The fungus that causes Valley Fever needs warm and dry conditions to thrive, which is what the US Southwest, such as California’s Central Valley, provides. Photo: Justin Sullivan/Getty Images

Raising awareness

Purdie got sick after one such period, a wet year followed by dry weather, he recalls. At the time, he lived on a few acres on the outskirts of Bakersfield, where he often spent time outdoors.

Valley fever threw his life into disarray. Purdie, then a financial planner, struggled to work and had to sell precious family memories to support his family while trying to control the disease.

Finally, he was able to find the right treatment, which required four pills a day and medication directly into his brain every 16 weeks.
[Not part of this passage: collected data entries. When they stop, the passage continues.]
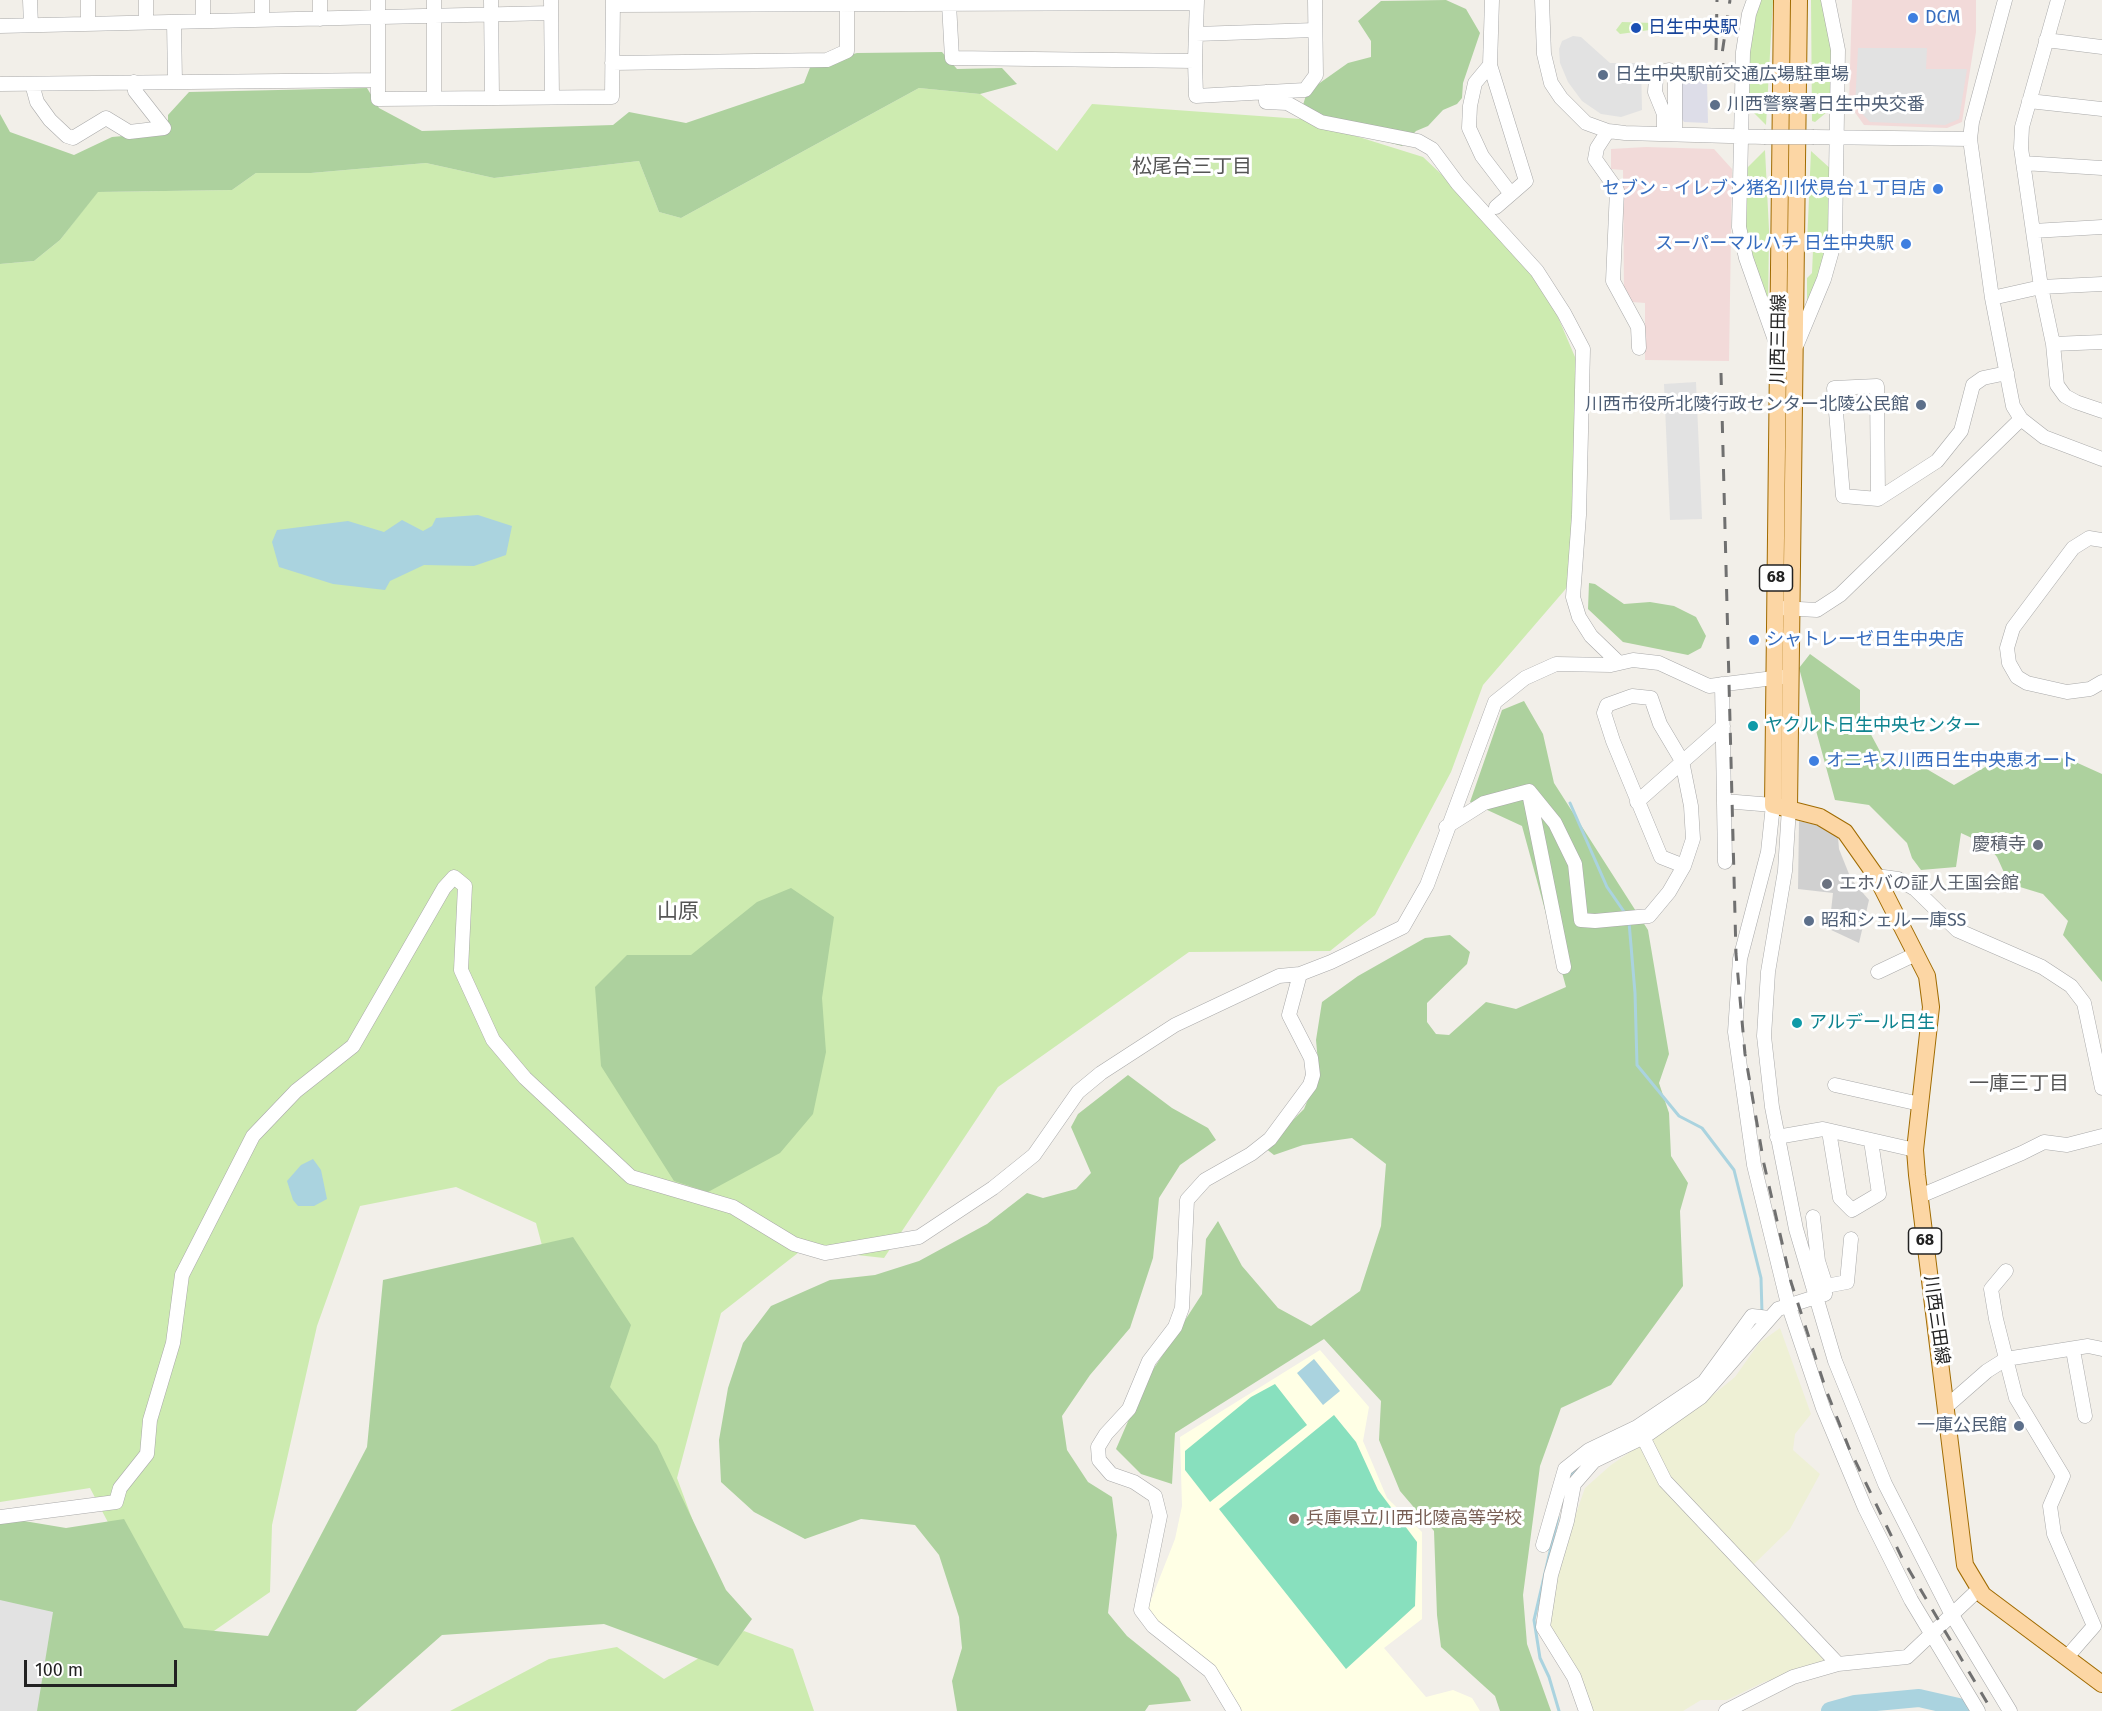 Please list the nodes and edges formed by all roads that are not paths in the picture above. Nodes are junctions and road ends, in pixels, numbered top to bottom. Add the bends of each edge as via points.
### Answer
1 (30, 0) edge
2 (88, 0) edge
3 (146, 0) edge
4 (203, 0) edge
5 (262, 0) edge
6 (320, 0) edge
7 (378, 0) edge
8 (434, 0) edge
9 (491, 0) edge
10 (1315, 0) edge
11 (1492, 0) edge
12 (1542, 0) edge
13 (1754, 0) edge
14 (1782, 0) edge
15 (1799, 0) edge
16 (1828, 0) edge
17 (2005, 0) edge
18 (2058, 0) edge
19 (1197, 1) edge
20 (847, 2) edge
21 (1065, 2) edge
22 (613, 3) edge
23 (949, 4) junction
24 (551, 7) edge
25 (491, 15) junction
26 (434, 16) junction
27 (378, 17) junction
28 (320, 19) junction
29 (262, 20) junction
30 (203, 21) junction
31 (146, 22) junction
32 (174, 22) junction
33 (88, 24) junction
34 (31, 25) junction
35 (0, 26) edge
36 (1315, 30) junction
37 (1196, 34) junction
38 (2046, 40) junction
39 (2102, 47) edge
40 (1195, 61) junction
41 (612, 63) junction
42 (1490, 65) junction
43 (378, 80) junction
44 (134, 82) junction
45 (175, 82) junction
46 (0, 84) edge
47 (32, 84) junction
48 (1266, 92) junction
49 (492, 97) junction
50 (552, 97) junction
51 (434, 98) junction
52 (2029, 101) junction
53 (2102, 109) edge
54 (1608, 131) junction
55 (1742, 135) junction
56 (1838, 137) junction
57 (1970, 140) junction
58 (2023, 163) junction
59 (2102, 168) edge
60 (1511, 194) junction
61 (1496, 207) dead end
62 (2102, 227) edge
63 (2033, 231) junction
64 (2102, 284) edge
65 (2041, 287) junction
66 (1992, 298) junction
67 (2102, 342) edge
68 (2053, 344) junction
69 (1796, 346) junction
70 (1639, 348) dead end
71 (1779, 351) junction
72 (2007, 373) junction
73 (2102, 411) edge
74 (2021, 419) junction
75 (2102, 459) edge
76 (1878, 499) junction
77 (2102, 540) edge
78 (1784, 608) junction
79 (1618, 663) junction
80 (1783, 677) junction
81 (2102, 681) edge
82 (1722, 684) junction
83 (1723, 726) junction
84 (1682, 761) junction
85 (1529, 791) junction
86 (1724, 801) junction
87 (1637, 802) junction
88 (1781, 807) junction
89 (1446, 827) junction
90 (1725, 862) dead end
91 (1684, 866) junction
92 (1876, 876) junction
93 (1756, 900) junction
94 (1780, 909) junction
95 (1916, 954) junction
96 (1564, 967) dead end
97 (1878, 972) dead end
98 (1300, 974) junction
99 (1835, 1085) dead end
100 (2102, 1088) edge
101 (1920, 1104) junction
102 (1829, 1131) junction
103 (2102, 1136) edge
104 (1777, 1137) junction
105 (1871, 1141) junction
106 (1915, 1150) junction
107 (1920, 1196) junction
108 (1814, 1217) dead end
109 (1851, 1239) dead end
110 (2006, 1271) dead end
111 (1826, 1286) junction
112 (1815, 1299) junction
113 (1788, 1304) junction
114 (2102, 1349) edge
115 (2073, 1350) junction
116 (2006, 1359) junction
117 (1947, 1406) junction
118 (2085, 1416) dead end
119 (1640, 1432) junction
120 (0, 1517) edge
121 (1543, 1545) dead end
122 (1978, 1590) junction
123 (1952, 1616) junction
124 (1932, 1636) junction
125 (2067, 1658) junction
126 (1838, 1664) junction
127 (2102, 1684) edge
128 (1234, 1711) edge
129 (1586, 1711) edge
130 (1726, 1711) edge
131 (1978, 1711) edge
132 (2010, 1711) edge

1 - 34 street
2 - 33 street
3 - 31 street
4 - 30 street
5 - 29 street
6 - 28 street
7 - 27 street
8 - 26 street
9 - 25 street
10 - 36 street
11 - 42 street
12 - 54 street via 1544,54 1551,83 1577,116
13 - 55 street via 1743,52
14 - 71 main road, 川西三田線 / 68
15 - 69 main road, 川西三田線 / 68
16 - 56 street via 1838,50
17 - 57 street
18 - 38 street
19 - 21 street
19 - 37 street
20 - 22 street
20 - 23 street
20 - 41 street via 847,51 827,60
21 - 23 street
22 - 41 street
23 - 40 street via 952,58
24 - 25 street
24 - 50 street
25 - 26 street
25 - 49 street
26 - 27 street
26 - 51 street
27 - 28 street
27 - 43 street
28 - 29 street
29 - 30 street
30 - 32 street
31 - 32 street
31 - 33 street
32 - 45 street
33 - 34 street
34 - 35 street
36 - 37 street
36 - 48 street via 1316,75 1305,90
37 - 40 street
38 - 39 street
38 - 52 street
40 - 48 street via 1196,96
41 - 50 street via 612,97
42 - 60 street via 1526,181
42 - 60 street via 1475,82 1469,128 1482,156
43 - 45 street
43 - 51 street via 378,99
44 - 45 street
44 - 47 street
44 - 47 street via 135,91 164,128 129,132 106,118 73,138 67,136 36,102
46 - 47 street
48 - 79 street via 1266,102 1287,103 1322,122 1418,141 1432,149 1458,184 1537,271 1564,313 1583,349 1573,597 1585,626
49 - 50 street
49 - 51 street
52 - 53 street
52 - 58 street via 2022,128
54 - 55 street
54 - 70 street via 1595,153 1617,190 1613,281 1638,327
55 - 56 street, bridge
55 - 71 street via 1741,235
56 - 57 street
56 - 69 street via 1835,240 1824,279
57 - 66 street
58 - 59 street
58 - 63 street
60 - 61 street
62 - 63 street
63 - 65 street
64 - 65 street
65 - 66 street
65 - 68 street
66 - 72 street
67 - 68 street
68 - 73 street via 2058,385 2065,396
69 - 78 main road, 川西三田線 / 68
71 - 78 main road, 川西三田線 / 68
72 - 74 street via 2013,406
72 - 76 street via 1983,378 1973,385 1961,431 1937,461
74 - 75 street via 2044,437
74 - 78 street via 1840,595 1817,610
76 - 76 street via 1877,386 1834,388 1843,496
77 - 81 street via 2089,538 2073,548 2013,628 2007,648 2009,663 2017,677 2027,684 2067,692 2090,689
78 - 80 main road, 川西三田線 / 68
79 - 82 street via 1659,663 1709,686
79 - 89 street via 1556,664 1525,678 1495,702
80 - 82 street
80 - 88 main road, 川西三田線 / 68
82 - 83 street
83 - 84 street
83 - 86 street
84 - 87 street
84 - 87 street via 1660,724 1651,698 1632,696 1607,705 1604,713 1612,741
84 - 91 street via 1693,839
85 - 89 street via 1484,802
85 - 91 street via 1555,822 1575,864 1581,920 1649,916
85 - 96 street
86 - 88 street
86 - 90 street
87 - 91 street via 1661,857
88 - 92 main road, 川西三田線 / 68 via 1820,817 1845,832
88 - 93 street
88 - 94 street
89 - 98 street via 1427,885 1403,927
92 - 95 main road, 川西三田線 / 68
92 - 100 street via 1898,879 1915,889 1957,930 2042,967 2071,986 2084,1003
93 - 94 street via 1770,896
93 - 113 street via 1740,959 1735,1032 1754,1165
94 - 104 street via 1768,972 1764,1036
95 - 97 street
95 - 101 main road, 川西三田線 / 68 via 1927,976 1931,1006
98 - 120 street via 1279,976 1175,1025 1101,1073 1078,1092 1034,1155 993,1188 919,1237 825,1253 794,1244 733,1207 631,1177 525,1078 493,1040 461,970 465,886 454,877 438,897 353,1046 296,1091 253,1136 182,1275 173,1343 150,1420 147,1454 120,1488 116,1502
98 - 128 street via 1289,1015 1311,1058 1310,1084 1270,1139 1205,1180 1187,1200 1182,1308 1175,1327 1149,1361 1129,1409 1098,1447 1099,1460 1111,1474 1134,1482 1155,1496 1160,1516 1141,1610 1153,1626 1210,1671
99 - 101 street
101 - 106 main road, 川西三田線 / 68
102 - 104 street
102 - 105 street
102 - 105 street via 1840,1198 1852,1210 1879,1194
103 - 107 street via 2067,1145 2044,1142
104 - 112 street
105 - 106 street
106 - 107 main road, 川西三田線 / 68
107 - 117 main road, 川西三田線 / 68
108 - 111 street via 1818,1262
109 - 111 street via 1847,1282
110 - 116 street via 1991,1289
111 - 112 street via 1825,1294
112 - 113 street
112 - 123 street via 1880,1475
113 - 119 street via 1769,1318 1701,1397
113 - 124 street via 1851,1477
114 - 115 street via 2088,1346
115 - 116 street
115 - 118 street
116 - 117 street
116 - 125 street via 2016,1398 2063,1476 2050,1506 2054,1534 2094,1626
117 - 122 main road, 川西三田線 / 68 via 1963,1557
119 - 121 street via 1589,1450 1565,1469
119 - 126 street via 1665,1481
119 - 129 street via 1594,1461 1574,1484 1551,1575 1543,1627 1574,1677
122 - 123 street
122 - 125 main road, 川西三田線 / 68
123 - 124 street
123 - 132 street
124 - 126 street via 1907,1657
124 - 131 street
125 - 127 main road, 川西三田線 / 68
126 - 130 street via 1773,1685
It is a difficult treatment that makes him seriously throw up, sometimes even to the point where he almost faints. Purdie sometimes has trouble interacting with people and having conversations.

But he has become an advocate for valley fever awareness and has been able to return to work. He works for the Valley Fever Institute as a patient and program development coordinator.

“I have a very severe case of Valley Fever,” he said. “The disease can be very frightening and very debilitating. But I don’t want people to be afraid of it. I want people to know about it.”

The Valley Voice
The Valley Voicehttp://thevalleyvoice.org
Christopher Brito is a social media producer and trending writer for The Valley Voice, with a focus on sports and stories related to race and culture.